I'm trying to get the FFs moving toward CPR and the AED, but (in all seriousness) it is a difficult mental transition from "we're going to put the patient on the stretcher" to "find the BVM, hook up the defib pads". After all, I walked in to find a dead patient, they walked in to find a barely alive one. They don't really get moving until I whip out the shears and cut her nightgown down the middle and start tossing their oxygen bag looking for a BVM. No shock advised by the AED gets us going into compressions, then onto the backboard and out to a bigger room so The Asian can intubate.

After the first round of medications during the less than 1 mile trip to the hospital, she now has a pulse. On her own. She still isn't breathing well, but her heart is up and running again. This is the event I wasn't prepared for. A patient with questionable DNR status actually being resuscitated. And her sister is also a Sister, who is kind and understanding, but pretty intimidating in her head covering in the waiting room of a religious hospital. We didn't bring new life into the world, but somehow we managed to hang on to an older one which may not really want to be here.

12 January 2008


EMS routinely puts patients on long spinal immobilization boards to prevent further spinal injury. And when we do, the goal is complete immobilization, no movement at all. Which is great, until they need to vomit.

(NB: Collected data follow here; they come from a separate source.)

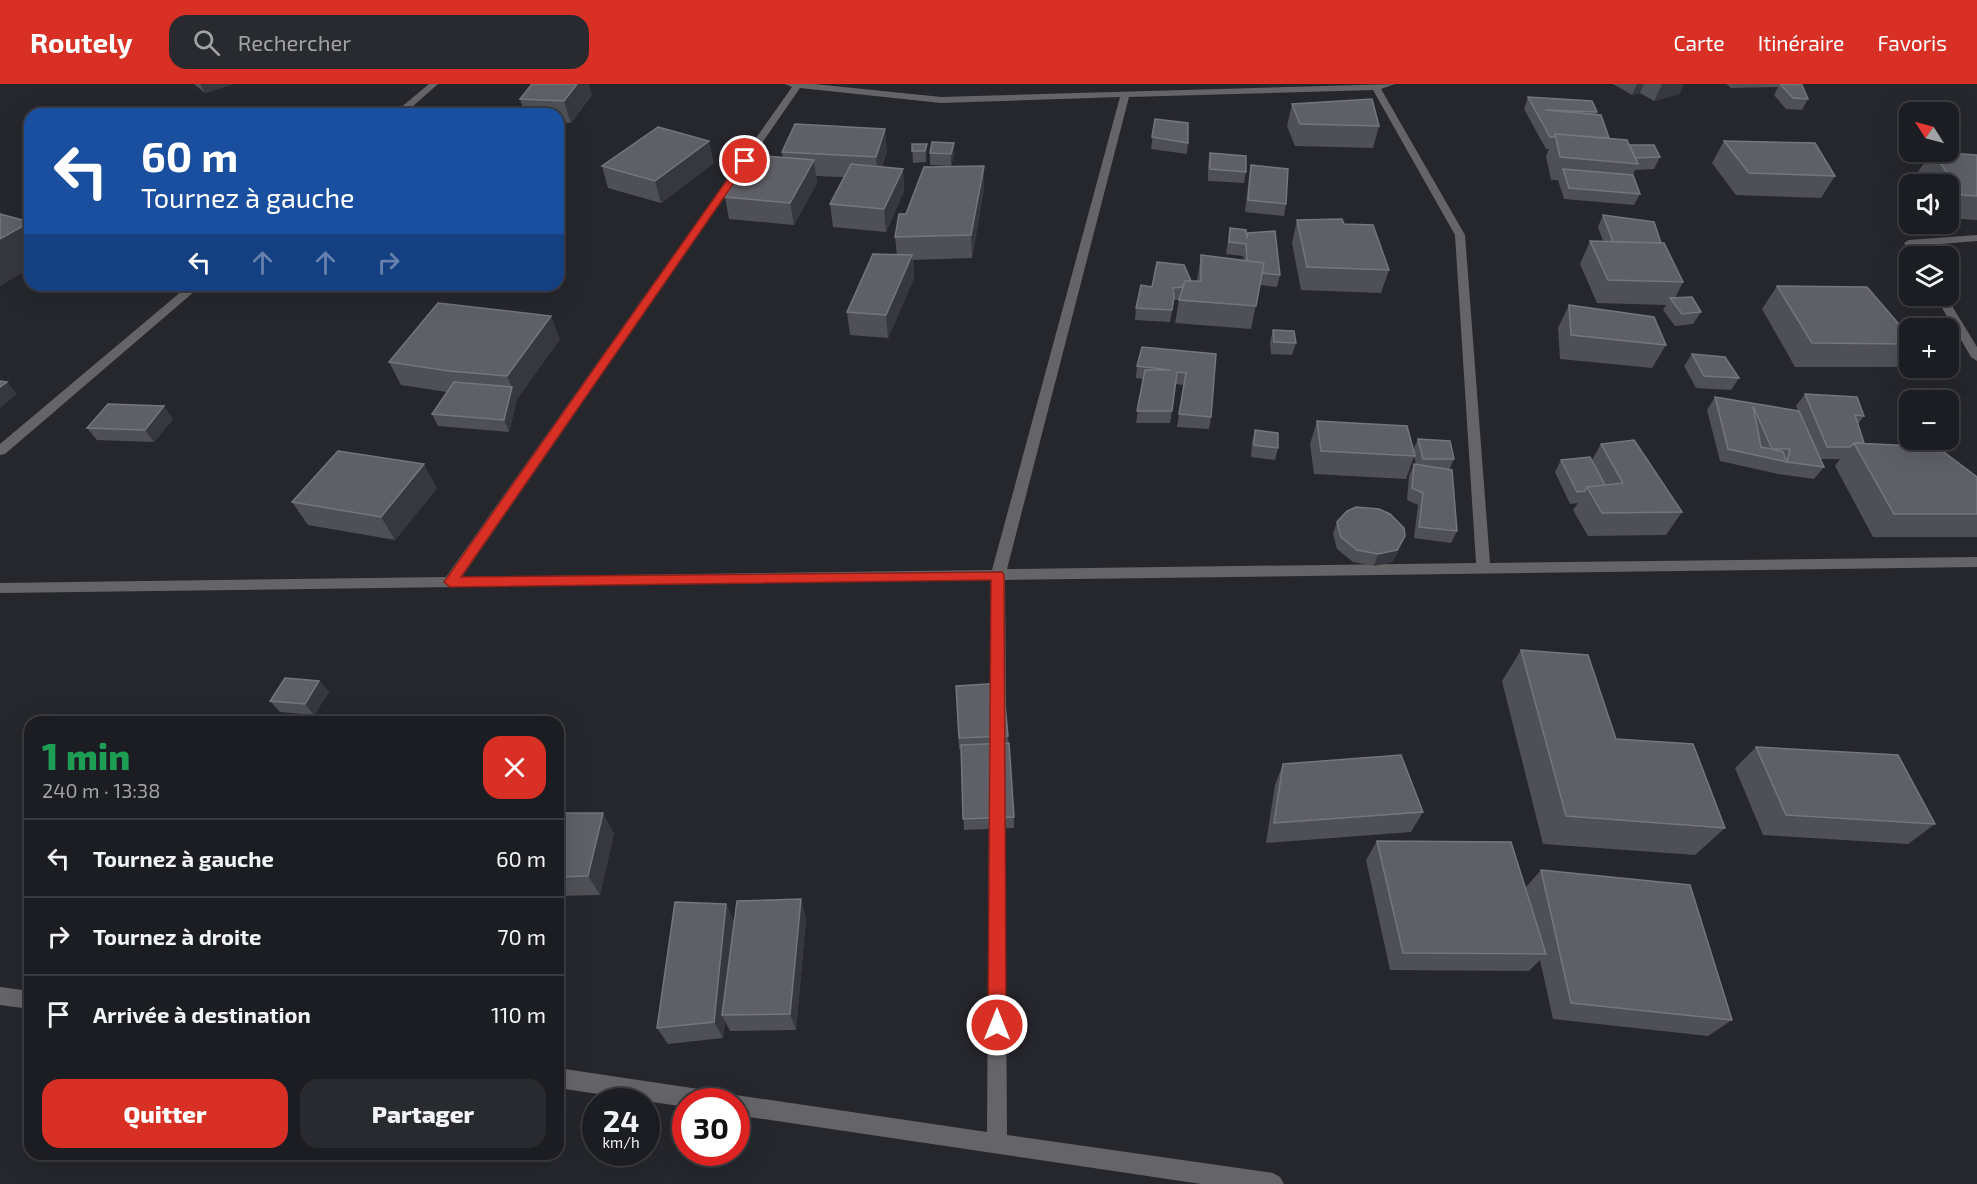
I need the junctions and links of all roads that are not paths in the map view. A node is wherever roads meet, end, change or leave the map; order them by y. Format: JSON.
{"nodes":[{"id":1,"x":434,"y":84,"type":"edge"},
{"id":2,"x":794,"y":84,"type":"edge"},
{"id":3,"x":1391,"y":84,"type":"edge"},
{"id":4,"x":1376,"y":86,"type":"edge"},
{"id":5,"x":1125,"y":96,"type":"junction"},
{"id":6,"x":405,"y":108,"type":"edge"},
{"id":7,"x":1977,"y":238,"type":"edge"},
{"id":8,"x":1911,"y":246,"type":"edge"},
{"id":9,"x":189,"y":291,"type":"edge"},
{"id":10,"x":1946,"y":306,"type":"edge"},
{"id":11,"x":1977,"y":357,"type":"edge"},
{"id":12,"x":0,"y":451,"type":"edge"},
{"id":13,"x":1977,"y":562,"type":"edge"},
{"id":14,"x":1483,"y":568,"type":"junction"},
{"id":15,"x":998,"y":575,"type":"junction"},
{"id":16,"x":450,"y":582,"type":"junction"},
{"id":17,"x":0,"y":588,"type":"edge"},
{"id":18,"x":998,"y":717,"type":"edge"},
{"id":19,"x":997,"y":800,"type":"edge"},
{"id":20,"x":0,"y":996,"type":"edge"},
{"id":21,"x":24,"y":999,"type":"edge"},
{"id":22,"x":564,"y":1079,"type":"edge"},
{"id":23,"x":672,"y":1095,"type":"edge"},
{"id":24,"x":750,"y":1107,"type":"edge"},
{"id":25,"x":997,"y":1143,"type":"junction"},
{"id":26,"x":1273,"y":1184,"type":"edge"}],
"edges":[{"from":1,"to":6,"type":"street"},
{"from":2,"to":5,"type":"street"},
{"from":2,"to":16,"type":"street"},
{"from":3,"to":4,"type":"street"},
{"from":4,"to":5,"type":"street"},
{"from":4,"to":14,"type":"street"},
{"from":5,"to":15,"type":"street"},
{"from":7,"to":8,"type":"street"},
{"from":9,"to":12,"type":"street"},
{"from":10,"to":11,"type":"street"},
{"from":13,"to":14,"type":"street"},
{"from":14,"to":15,"type":"street"},
{"from":15,"to":16,"type":"street"},
{"from":15,"to":18,"type":"street"},
{"from":16,"to":17,"type":"street"},
{"from":19,"to":25,"type":"street"},
{"from":20,"to":21,"type":"street"},
{"from":22,"to":23,"type":"street"},
{"from":24,"to":25,"type":"street"},
{"from":25,"to":26,"type":"street"}]}
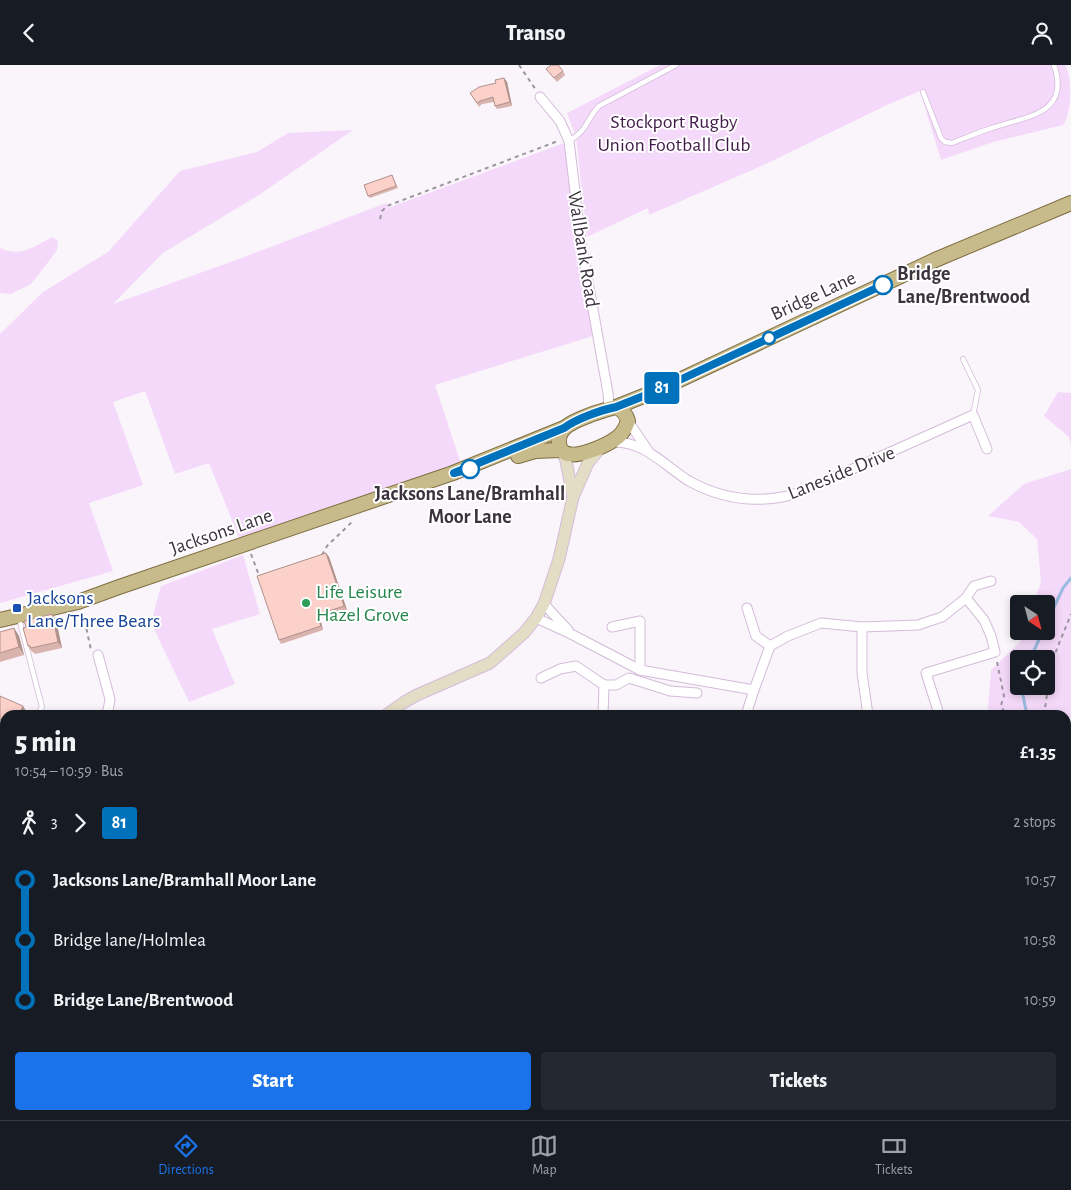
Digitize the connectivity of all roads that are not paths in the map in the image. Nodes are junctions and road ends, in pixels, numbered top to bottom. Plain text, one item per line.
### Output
1 (676, 65) edge
2 (1054, 65) edge
3 (923, 92) dead end
4 (540, 97) road end
5 (568, 139) junction
6 (1071, 203) edge
7 (963, 359) dead end
8 (656, 391) junction
9 (613, 407) junction
10 (973, 415) junction
11 (628, 420) junction
12 (564, 428) junction
13 (606, 444) junction
14 (987, 449) dead end
15 (562, 451) junction
16 (649, 452) junction
17 (454, 473) junction
18 (573, 497) junction
19 (991, 581) dead end
20 (966, 598) junction
21 (544, 604) junction
22 (747, 608) dead end
23 (19, 615) junction
24 (536, 618) junction
25 (0, 620) edge
26 (612, 627) dead end
27 (862, 627) junction
28 (571, 634) junction
29 (770, 647) junction
30 (98, 655) road end
31 (640, 670) junction
32 (541, 678) dead end
33 (604, 685) junction
34 (754, 690) junction
35 (697, 693) dead end
36 (40, 710) edge
37 (108, 710) edge
38 (393, 710) edge
39 (604, 710) edge
40 (748, 710) edge
41 (867, 710) edge
42 (938, 710) edge

1 - 5 lane
2 - 3 lane
4 - 5 street, Wallbank Road
5 - 9 street, Wallbank Road
6 - 8 main road, Bridge Lane
7 - 10 lane
8 - 9 main road, Bridge Lane
8 - 11 main road, Bridge Lane
9 - 11 main road
9 - 12 main road, Bridge Lane
10 - 14 street
10 - 16 street, Laneside Drive
11 - 13 main road, Bridge Lane
11 - 16 street, Laneside Drive
12 - 15 main road
12 - 17 main road, Jacksons Lane
13 - 15 main road, Jacksons Lane
13 - 16 street, Laneside Drive
13 - 18 street
15 - 17 main road, Jacksons Lane
15 - 18 street
17 - 23 main road, Jacksons Lane
18 - 21 street
19 - 20 street
20 - 27 street
20 - 42 street
21 - 24 street
21 - 28 street
22 - 29 street
23 - 25 main road, Jacksons Lane
23 - 36 lane
24 - 28 street
24 - 38 street
26 - 31 street
27 - 29 street
27 - 41 street
28 - 31 street
29 - 34 street
30 - 37 street
31 - 34 street
32 - 33 street
33 - 35 street
33 - 39 street
34 - 40 street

Standard protocol for people vomiting when immobilized is to roll them on their side. But once you've secured the backboard to the stretcher, there isn't enough slack in the seat belts to easily roll the patient. If you're in the ambulance, you can reach over and open the belts and roll the board. But if you're walking the stretcher into the hospital room and then the patient starts to vomit, you aren't really in a good position to loosen everything. And if you're at the head of the stretcher, you are in the wrong spot.

Speaking from experience, this results in a vomit-covered EMT. The only entertaining part was that this guy had such force to his vomit that it was everywhere. I guess in the end it was good that I was the one covered in the vomit because I was the only one not dry-heaving or actually vomiting at the sight/smell. Glad I could be of service.

p.s. my camera just came back, good as new, so the pics of the kitchen are better now.

06 January 2008

Non-writing holiday

Okay, so I haven't been posting. Honestly, we've been working on the kitchen and I've been rocking out to Guitar Hero. I got kinda bummed about my camera, so I haven't been keeping up with photos of all the kitchen work either. K and I put together some camera phone pictures so we could post something at least, check out the recent work on the right.

Today we worked 6 hours on the kitchen and got a bunch of the backerboard for the ceramic tile done, should have the rest finished tomorrow. Tile itself will probably have to wait until Wednesday when we're both around because I don't know how to run the wet saw and it is on loan from someone.

Work has been going okay, there's been a lot of little annoying stuff going on with management, but nothing I feel reasonable writing about. The Asian and I made the evening news twice in three days (damn, two station lunches!), once for a doozy of a MVA and once when we hauled off the only smoke inhalation patient from a fire.

Living in NH during a campaign season is extremely annoying. Large mobs of political supporters on many corners, freezing, shouting, and swinging signs. Thankfully, no ambulance calls for political-related assaults or injuries yet.

I'll try to be better about posting. Biochemistry class starts on 1/23 and yes, the plan is to be done with the kitchen by then so I have time to study. Later!